Required work:
Copy the entries below exactly. Images do not belong in the copy.

Extracted records:
Segment Open

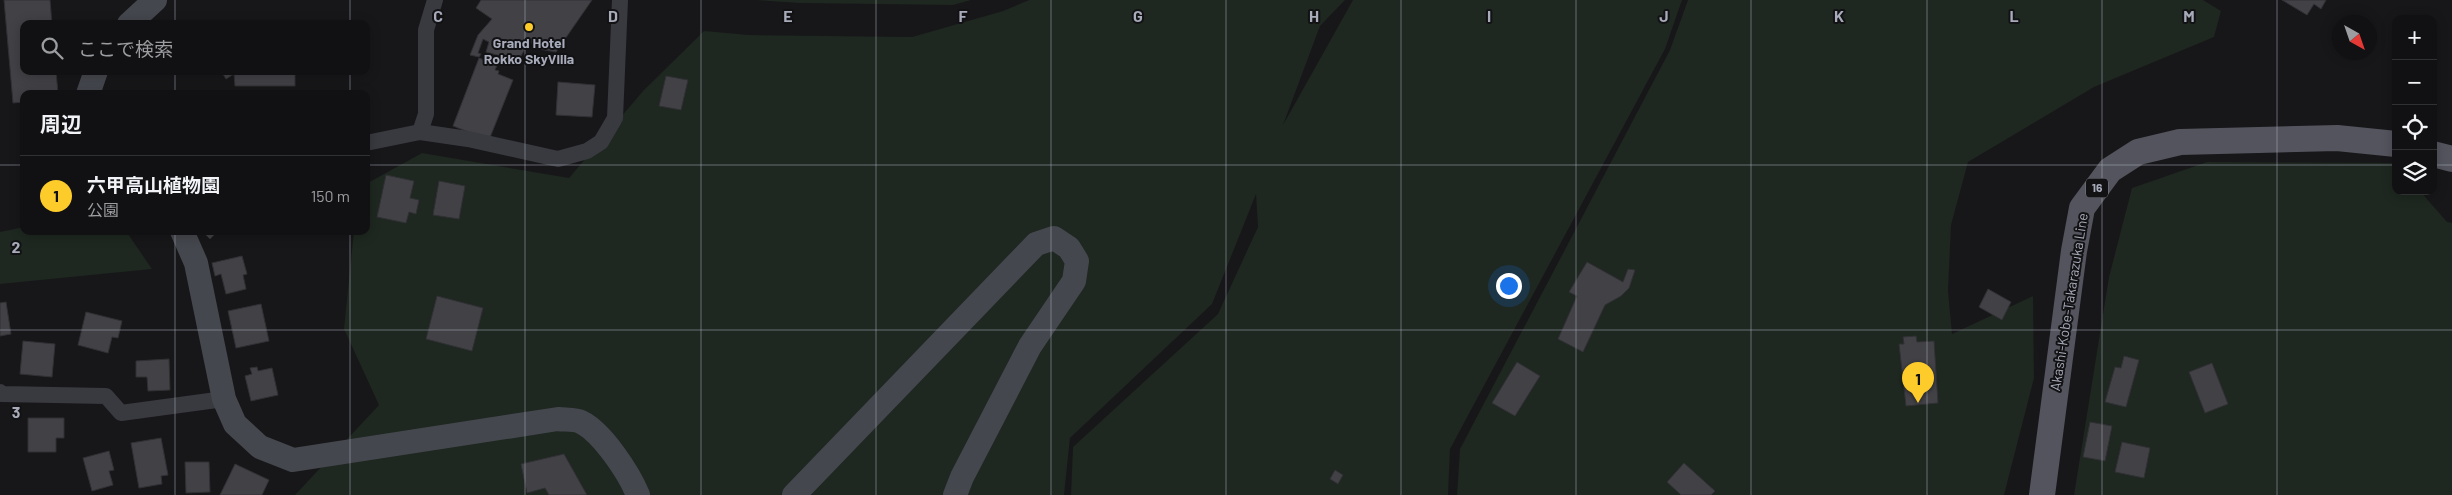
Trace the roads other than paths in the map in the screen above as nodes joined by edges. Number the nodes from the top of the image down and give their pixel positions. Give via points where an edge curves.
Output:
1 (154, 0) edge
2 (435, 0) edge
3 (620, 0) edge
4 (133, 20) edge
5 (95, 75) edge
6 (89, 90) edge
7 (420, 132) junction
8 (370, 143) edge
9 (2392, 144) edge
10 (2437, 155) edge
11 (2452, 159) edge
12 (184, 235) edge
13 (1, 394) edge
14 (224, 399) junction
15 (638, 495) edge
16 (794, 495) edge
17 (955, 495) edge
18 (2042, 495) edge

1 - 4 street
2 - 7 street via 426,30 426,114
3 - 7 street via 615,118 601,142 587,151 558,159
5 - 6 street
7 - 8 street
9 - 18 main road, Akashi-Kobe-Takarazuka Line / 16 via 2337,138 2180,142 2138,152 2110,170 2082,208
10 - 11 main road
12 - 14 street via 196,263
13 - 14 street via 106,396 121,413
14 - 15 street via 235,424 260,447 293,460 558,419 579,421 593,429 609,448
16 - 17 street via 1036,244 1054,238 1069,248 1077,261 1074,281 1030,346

Segment Closed

Solution:
Trace the roads other than paths in the map in the screen above as nodes joined by edges. Number the nodes from the top of the image down and give their pixel positions. Give via points where an edge curves.
Output:
1 (154, 0) edge
2 (435, 0) edge
3 (620, 0) edge
4 (133, 20) edge
5 (95, 75) edge
6 (89, 90) edge
7 (420, 132) junction
8 (370, 143) edge
9 (2392, 144) edge
10 (2437, 155) edge
11 (2452, 159) edge
12 (184, 235) edge
13 (1, 394) edge
14 (224, 399) junction
15 (638, 495) edge
16 (794, 495) edge
17 (955, 495) edge
18 (2042, 495) edge

1 - 4 street
2 - 7 street via 426,30 426,114
3 - 7 street via 615,118 601,142 587,151 558,159
5 - 6 street
7 - 8 street
9 - 18 main road, Akashi-Kobe-Takarazuka Line / 16 via 2337,138 2180,142 2138,152 2110,170 2082,208
10 - 11 main road
12 - 14 street via 196,263
13 - 14 street via 106,396 121,413
14 - 15 street via 235,424 260,447 293,460 558,419 579,421 593,429 609,448
16 - 17 street via 1036,244 1054,238 1069,248 1077,261 1074,281 1030,346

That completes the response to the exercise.